President Donald Trump has officially nominated Jerome Powell as the next Federal Reserve Chair, meaning current Chair Janet Yellen will not be eligible for a second term. WSJ’s Jon Hilsenrath explains why President Trump decided to choose a new leader for the central bank. Photo: Getty

see: Initial Market Reaction: Too Hot

But if the nonfarm payroll data doesn’t help you, there are also completely different numbers released by the Labor Department on Friday. Those are the figures from the government’s second survey, which surveyed households instead of employers.

Surprisingly, this does not signal continued strength in the labor market. they are showing Weakness.

Households reported employment figures declined last month. This jobs figure fell by 31,000 jobs in January even on a seasonally adjusted basis (meaning it takes things like temporary Christmas jobs out of the picture). In fact, there have been 714,000 fewer jobs since November, and the survey found that there are fewer jobs in the U.S. now than there were last summer.

What’s more ominous is that full-time employment, a key indicator of a healthy job market, peaked in June, according to the Household Survey. Since then, there has been a decline of 1.6 million (seasonally adjusted).

Other indicators that often indicate a weak job market have also increased, such as the number of potential workers who have given up looking for work.

what’s the matter? Both surveys are conducted in parallel every month. But they are completely different. One is an “enterprise” survey where we talk to employers. The other targets “households,” that is, workers and people who would become workers.

ClearBridge’s Schulze cautions that while both data series are important, the second survey, Households, is sometimes a better indicator of the future and has been quicker in the past to spot big changes in the direction of the economy. And he said there has been a steady stream of more ominous stories about the job market over the past year.

“These differences are worth watching. Historically, household surveys have been more accurate at inflection points, suggesting job growth may be less impressive than it currently appears,” he wrote.

That means if the economy goes into recession this year, you can expect it to show up in the household survey before it shows up in the better-known business survey, which produces non-farm payroll figures.

see: The hiring report is powerful. Make no mistake. However, it is probably inflated due to the January effect.

Whether the household surveys point to a recession or a recession is another matter.

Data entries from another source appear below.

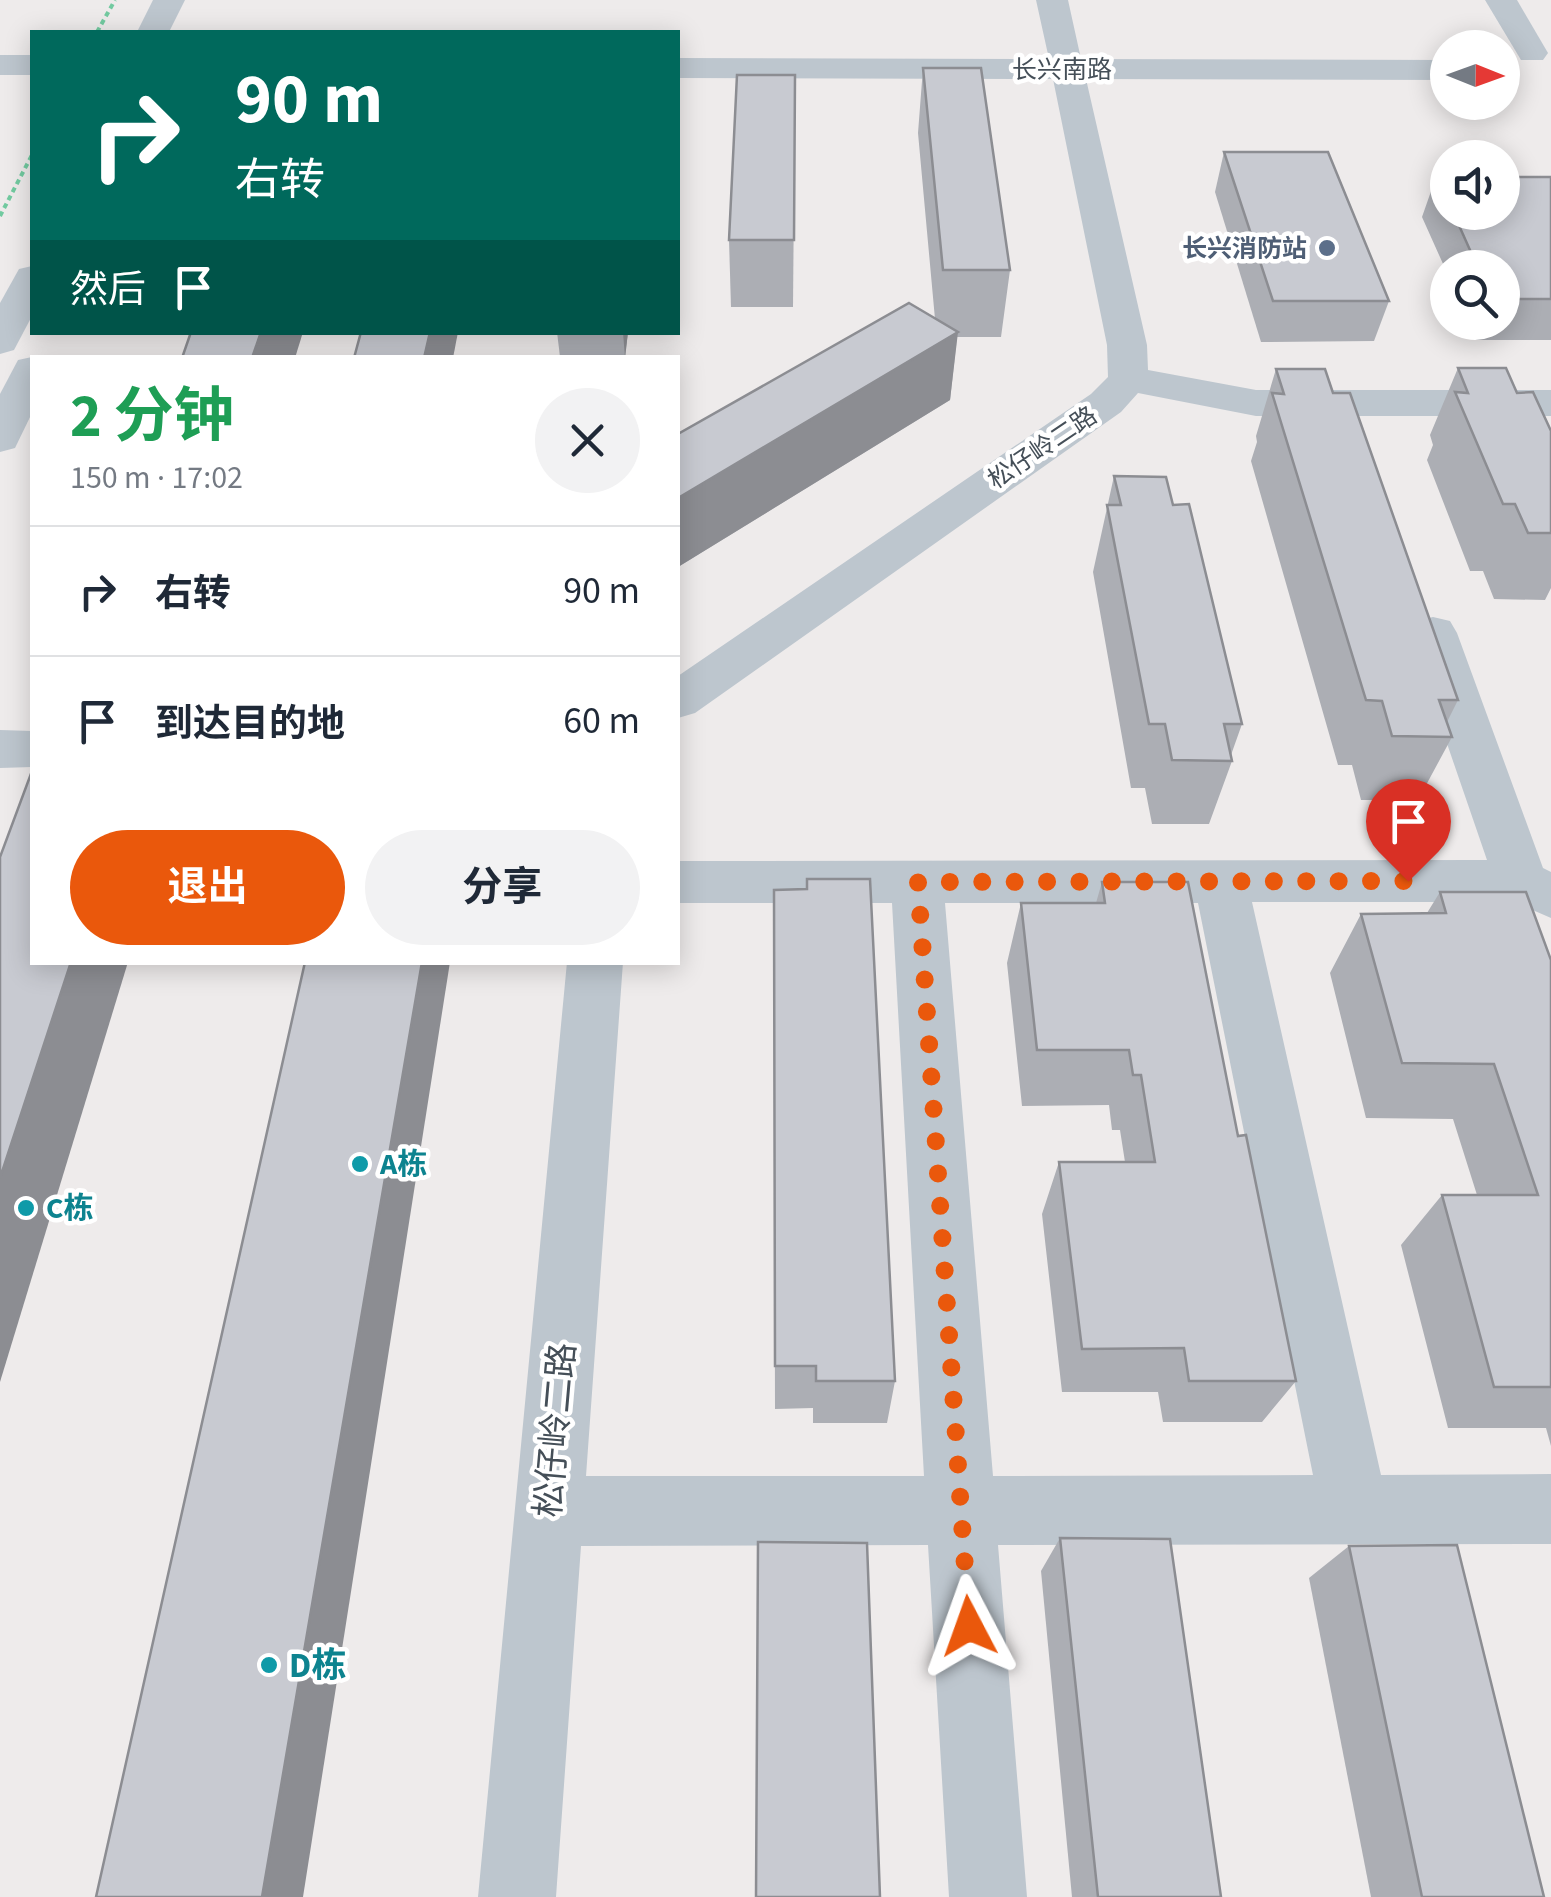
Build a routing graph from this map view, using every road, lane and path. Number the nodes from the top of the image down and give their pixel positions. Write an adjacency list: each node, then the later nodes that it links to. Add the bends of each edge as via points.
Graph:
1 (114, 0): 5 (path)
2 (169, 0): 6 (street)
3 (1052, 0): 12 (street)
4 (1501, 0): 11 (street)
5 (99, 30)
6 (154, 30)
7 (0, 48): 8 (street)
8 (30, 48)
9 (680, 50): 12 (street, 长兴南路)
10 (1430, 52): 12 (street, 长兴南路)
11 (1534, 57)
12 (1065, 60): 15 (street, 长兴南路); 16 (street, 长兴南路); 22 (street, via 1127,344)
13 (0, 65): 14 (street)
14 (30, 66)
15 (680, 68)
16 (1430, 70)
17 (30, 159): 18 (path)
18 (0, 216)
19 (30, 280): 20 (street)
20 (0, 342)
21 (30, 373): 24 (street)
22 (1128, 378): 23 (street, via 1358,421); 26 (street, 松仔岭二路, via 1106,403)
23 (1551, 403)
24 (0, 439)
25 (1417, 587): 32 (street)
26 (680, 699)
27 (0, 749): 28 (street)
28 (30, 749)
29 (680, 882): 30 (street)
30 (918, 882): 31 (street); 36 (street)
31 (1221, 882): 32 (street); 34 (street)
32 (1536, 889)
33 (594, 965): 37 (street, 松仔岭二路)
34 (1354, 1509): 35 (street); 36 (street)
35 (1551, 1509)
36 (961, 1510): 37 (street); 39 (street)
37 (548, 1511): 38 (street, 松仔岭二路)
38 (517, 1897)
39 (988, 1897)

Most economists think the U.S. will avoid a recession and that the Fed will successfully engineer a soft landing for inflation (even if interest rate cuts will come later than many had hoped).

Betting still favors the rosy scenario.

But the figures from the Household Survey look decidedly odd, along with data from the Business Survey that suggest we are living in an unprecedented jobs boom.

Learn more about the Nonfarm Payroll Report.

A soft landing for the economy? How about not landing? The United States is still growing rapidly.

‘bang! ‘How to start the new year’: Economists react to jobs report

The U.S. economy showed signs of restarting even before Friday’s jobs report.